··· RECORDS TO PROCESS ···
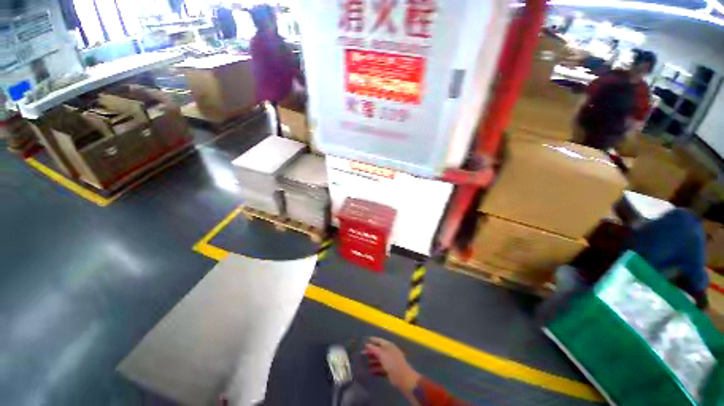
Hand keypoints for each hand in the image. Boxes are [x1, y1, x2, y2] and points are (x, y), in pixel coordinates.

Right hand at [363, 337, 420, 392]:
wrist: (401, 376)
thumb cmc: (391, 361)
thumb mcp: (382, 353)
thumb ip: (374, 349)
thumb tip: (367, 344)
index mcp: (388, 345)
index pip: (379, 340)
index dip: (372, 340)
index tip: (365, 340)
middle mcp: (388, 352)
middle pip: (378, 350)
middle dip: (370, 352)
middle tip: (362, 353)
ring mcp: (389, 361)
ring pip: (378, 360)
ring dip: (372, 361)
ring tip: (364, 363)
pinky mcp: (388, 370)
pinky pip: (380, 368)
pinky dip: (375, 369)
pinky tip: (370, 372)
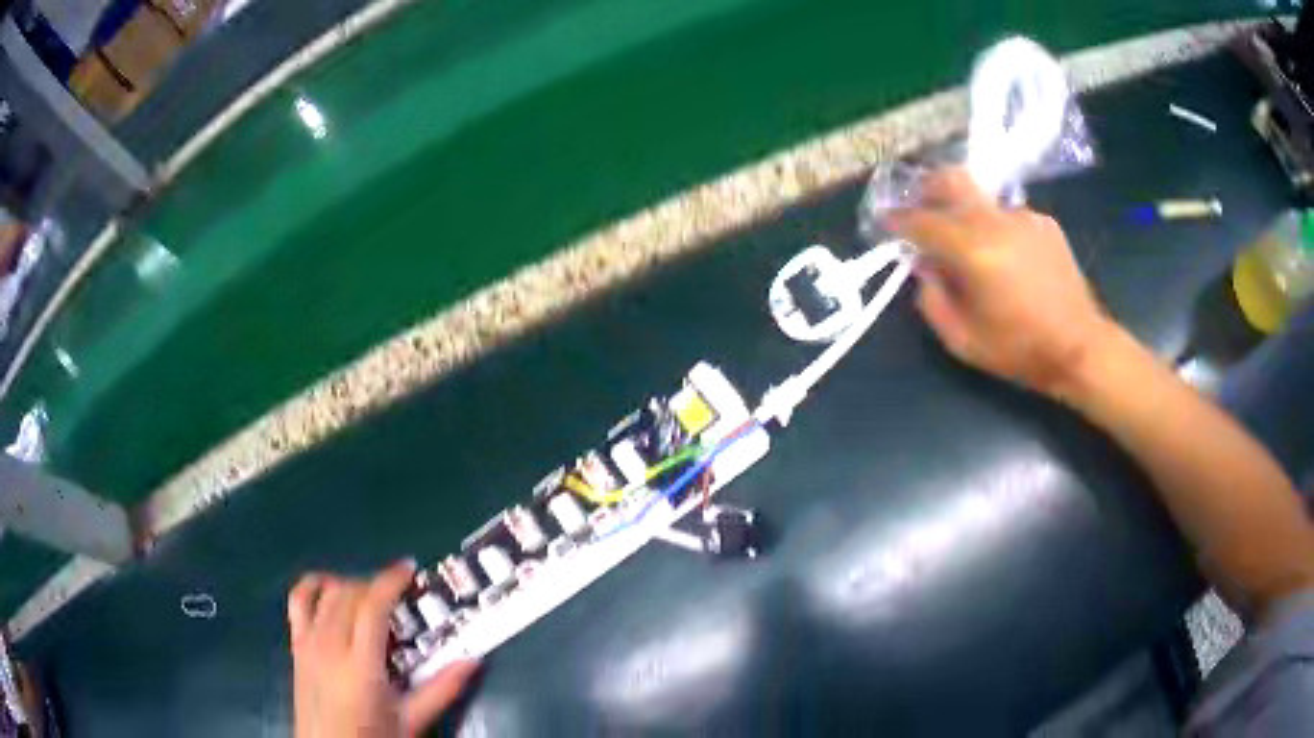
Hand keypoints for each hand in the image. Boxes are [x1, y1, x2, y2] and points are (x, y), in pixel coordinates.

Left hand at [288, 561, 478, 737]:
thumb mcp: (411, 720)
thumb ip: (441, 689)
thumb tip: (474, 659)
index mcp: (361, 666)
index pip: (372, 606)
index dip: (390, 580)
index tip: (409, 569)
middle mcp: (330, 646)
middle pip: (350, 594)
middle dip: (376, 584)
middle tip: (400, 594)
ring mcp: (308, 643)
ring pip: (327, 594)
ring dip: (350, 585)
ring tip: (371, 597)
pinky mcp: (296, 646)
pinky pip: (298, 601)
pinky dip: (314, 586)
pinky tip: (330, 589)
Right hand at [888, 168, 1114, 398]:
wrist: (1081, 347)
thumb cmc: (1020, 350)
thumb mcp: (963, 341)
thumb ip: (932, 300)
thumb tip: (922, 268)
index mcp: (974, 250)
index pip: (923, 221)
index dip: (898, 220)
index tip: (884, 223)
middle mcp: (998, 221)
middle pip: (952, 180)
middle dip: (928, 189)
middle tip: (920, 209)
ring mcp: (1025, 217)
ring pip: (982, 201)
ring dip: (967, 216)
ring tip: (972, 249)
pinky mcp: (1045, 223)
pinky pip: (1008, 216)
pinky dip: (997, 229)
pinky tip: (1008, 258)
···
**EXERCISE:** Return only the lines from the start of the data through the line that contains "index tip: (409, 569)", please, copying them exactly and omitting all pictures.

**RESULT:**
Hand keypoints for each hand in the image. Boxes are [x1, y1, x2, y2] and points are (x, y), in pixel coordinates.

Right hand at [363, 337, 420, 392]:
wrist: (401, 376)
thumb cmc: (391, 361)
thumb mcp: (382, 353)
thumb ip: (374, 349)
thumb tip: (367, 344)
index mcp: (388, 345)
index pip: (379, 340)
index dip: (372, 340)
index tip: (365, 340)
middle mcp: (388, 352)
middle pip: (378, 350)
middle dip: (370, 352)
middle tip: (362, 353)
ring mcp: (389, 361)
ring pip: (378, 360)
ring dip: (372, 361)
ring tip: (364, 363)
pinky mcp: (388, 370)
pinky pip: (380, 368)
pinky dip: (375, 369)
pinky tip: (370, 372)
Hand keypoints for each hand in the image. Boxes are [x1, y1, x2, y2] and points are (x, y), in pixel coordinates.

Left hand at [288, 561, 478, 737]:
thumb mcp: (411, 720)
thumb ip: (441, 689)
thumb tip: (474, 659)
index mcp: (361, 666)
index pip: (372, 606)
index dip: (390, 580)
index tip: (409, 569)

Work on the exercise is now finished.